Unit five asks you to put it all together, revisiting earlier projects and/or skillsets to consolidate what you’ve learned and to project forward beyond the semester. We’ll talk more about how to do that as it gets closer.
Maybe you noticed that I’m not planning to teach you any “industry standard” software like Adobe’s suite (Audition, Photoshop, Illustrator, Dreamweaver). This is a design choice I made deliberately, if not without some hesitation. Here’s why: For one thing, everything I’ve selected is free and open-source software, meaning you’ll maintain access to it and its successors for the low, low price of $0, even after you leave Pitt. For another, this class is largely an introductory seminar, planting seeds for future growth – not a space to polish a portfolio that will be interview-ready for a design-industry job. What’s more, even if I could teach you every aspect of some preferred program, there are many more out there, all of them changing with each new release, each new competitor. Regardless of software, it’s important to realize that the biggest differences are in surface trappings – which are a lot less important than the functions they invoke, and the design principles that help you decide what you’re trying to do.

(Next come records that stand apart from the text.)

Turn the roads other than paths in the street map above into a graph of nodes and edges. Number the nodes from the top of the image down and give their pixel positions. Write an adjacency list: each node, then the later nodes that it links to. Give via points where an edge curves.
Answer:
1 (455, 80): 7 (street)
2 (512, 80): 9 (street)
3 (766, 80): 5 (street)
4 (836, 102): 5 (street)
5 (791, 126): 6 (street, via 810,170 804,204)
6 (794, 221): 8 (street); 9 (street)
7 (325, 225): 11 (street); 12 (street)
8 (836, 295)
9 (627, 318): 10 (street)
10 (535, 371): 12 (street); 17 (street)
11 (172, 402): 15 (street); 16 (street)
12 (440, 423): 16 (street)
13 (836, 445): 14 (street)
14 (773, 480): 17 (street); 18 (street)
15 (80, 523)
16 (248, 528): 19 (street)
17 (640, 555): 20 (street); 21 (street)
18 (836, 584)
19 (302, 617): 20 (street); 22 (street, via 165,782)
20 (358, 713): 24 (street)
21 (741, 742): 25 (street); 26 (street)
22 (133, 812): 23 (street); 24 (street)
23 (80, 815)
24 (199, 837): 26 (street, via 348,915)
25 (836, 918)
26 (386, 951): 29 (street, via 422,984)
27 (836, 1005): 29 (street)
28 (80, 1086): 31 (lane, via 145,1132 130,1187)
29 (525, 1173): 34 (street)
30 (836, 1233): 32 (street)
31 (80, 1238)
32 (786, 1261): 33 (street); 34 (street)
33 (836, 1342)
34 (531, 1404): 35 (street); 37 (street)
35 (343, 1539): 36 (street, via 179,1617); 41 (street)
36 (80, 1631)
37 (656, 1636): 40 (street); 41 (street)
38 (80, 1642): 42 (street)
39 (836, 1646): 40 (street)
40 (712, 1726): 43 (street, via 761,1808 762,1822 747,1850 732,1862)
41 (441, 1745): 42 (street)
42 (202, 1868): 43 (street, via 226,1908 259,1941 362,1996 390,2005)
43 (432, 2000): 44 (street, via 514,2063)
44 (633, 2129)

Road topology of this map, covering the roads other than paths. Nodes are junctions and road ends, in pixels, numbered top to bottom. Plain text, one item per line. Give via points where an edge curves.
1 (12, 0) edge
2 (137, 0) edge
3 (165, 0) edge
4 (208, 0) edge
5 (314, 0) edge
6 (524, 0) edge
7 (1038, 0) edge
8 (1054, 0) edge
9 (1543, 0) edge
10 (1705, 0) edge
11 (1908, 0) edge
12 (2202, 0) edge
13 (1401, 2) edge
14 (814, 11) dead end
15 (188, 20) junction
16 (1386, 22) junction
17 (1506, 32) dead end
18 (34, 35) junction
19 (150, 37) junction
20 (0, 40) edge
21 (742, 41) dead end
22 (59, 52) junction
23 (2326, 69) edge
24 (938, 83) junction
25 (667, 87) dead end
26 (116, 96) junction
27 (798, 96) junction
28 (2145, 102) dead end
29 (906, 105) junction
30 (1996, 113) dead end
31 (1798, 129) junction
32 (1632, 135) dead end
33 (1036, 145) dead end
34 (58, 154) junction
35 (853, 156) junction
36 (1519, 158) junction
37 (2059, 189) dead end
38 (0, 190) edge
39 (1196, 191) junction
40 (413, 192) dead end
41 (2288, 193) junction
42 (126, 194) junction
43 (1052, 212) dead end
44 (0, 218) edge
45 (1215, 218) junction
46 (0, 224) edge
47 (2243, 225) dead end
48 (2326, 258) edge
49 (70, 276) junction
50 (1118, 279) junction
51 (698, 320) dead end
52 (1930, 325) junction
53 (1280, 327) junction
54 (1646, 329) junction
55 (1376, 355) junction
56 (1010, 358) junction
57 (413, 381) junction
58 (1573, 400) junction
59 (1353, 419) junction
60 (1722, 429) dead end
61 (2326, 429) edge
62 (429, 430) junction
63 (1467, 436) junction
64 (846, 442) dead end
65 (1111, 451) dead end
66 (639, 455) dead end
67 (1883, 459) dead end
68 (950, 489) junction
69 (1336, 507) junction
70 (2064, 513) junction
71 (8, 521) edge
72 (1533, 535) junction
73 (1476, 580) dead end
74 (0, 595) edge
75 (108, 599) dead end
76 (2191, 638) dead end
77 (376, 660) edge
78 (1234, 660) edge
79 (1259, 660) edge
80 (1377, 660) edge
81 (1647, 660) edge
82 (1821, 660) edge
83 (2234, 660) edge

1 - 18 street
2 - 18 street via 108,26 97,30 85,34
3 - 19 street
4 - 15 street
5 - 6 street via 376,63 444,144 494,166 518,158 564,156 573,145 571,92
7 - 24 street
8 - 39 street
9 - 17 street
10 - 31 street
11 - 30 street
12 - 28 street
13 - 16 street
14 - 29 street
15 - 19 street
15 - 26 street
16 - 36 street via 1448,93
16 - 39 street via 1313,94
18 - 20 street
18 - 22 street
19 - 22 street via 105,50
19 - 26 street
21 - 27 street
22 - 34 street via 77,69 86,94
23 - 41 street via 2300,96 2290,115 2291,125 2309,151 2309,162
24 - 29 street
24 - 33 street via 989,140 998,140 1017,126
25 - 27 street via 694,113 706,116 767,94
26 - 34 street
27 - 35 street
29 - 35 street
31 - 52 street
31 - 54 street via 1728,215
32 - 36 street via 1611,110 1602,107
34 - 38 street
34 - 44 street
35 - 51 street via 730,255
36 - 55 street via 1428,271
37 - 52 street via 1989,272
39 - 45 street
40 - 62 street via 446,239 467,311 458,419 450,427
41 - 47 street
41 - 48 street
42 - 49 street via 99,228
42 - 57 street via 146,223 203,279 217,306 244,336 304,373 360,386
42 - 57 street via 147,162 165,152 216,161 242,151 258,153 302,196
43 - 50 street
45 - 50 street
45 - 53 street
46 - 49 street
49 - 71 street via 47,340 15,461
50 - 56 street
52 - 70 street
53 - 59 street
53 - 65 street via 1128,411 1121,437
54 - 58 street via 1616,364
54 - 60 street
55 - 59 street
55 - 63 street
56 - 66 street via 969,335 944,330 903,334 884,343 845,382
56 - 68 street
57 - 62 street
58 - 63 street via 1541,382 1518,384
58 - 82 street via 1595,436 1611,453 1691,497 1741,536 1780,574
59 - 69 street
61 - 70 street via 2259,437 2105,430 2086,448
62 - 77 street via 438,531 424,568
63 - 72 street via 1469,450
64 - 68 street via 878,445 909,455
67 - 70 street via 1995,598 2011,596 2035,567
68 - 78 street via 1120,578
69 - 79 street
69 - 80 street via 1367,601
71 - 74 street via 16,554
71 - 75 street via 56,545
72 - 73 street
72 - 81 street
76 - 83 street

That said, if you feel strongly that (e.g.) Photoshop is more appropriate for your learning and career goals, talk to me about it in office hours, and we can work something out.
Ultimately, there’s no way to learn all there is to know about Composing Digital Media in one semester, or maybe a lifetime. Instead, what I hope the course can teach you – what I hope you’ll learn – are strategies for dealing with that endless churn: a sense of what to look for, and where to look, as you figure out the next new tool or version, and the next, and the next.
So I’ll frequently ask you to pause, to notice where your attention is drawn, and to consider what possibilities are present or suggested. I’ll ask you to read and respond to both model texts and arguments; to reflect in writing frequently on the choices you’re making, and why. And, above all, I’ll ask you to keep making choices and making new things. As composition scholar Doug Hesse put it, you can’t learn to play piano just by reading about the piano; why should we expect any differently about writing, in any form?
I don’t expect us all to become concert-solo ready in fourteen short weeks. But I’m looking forward to rehearsals, just the same.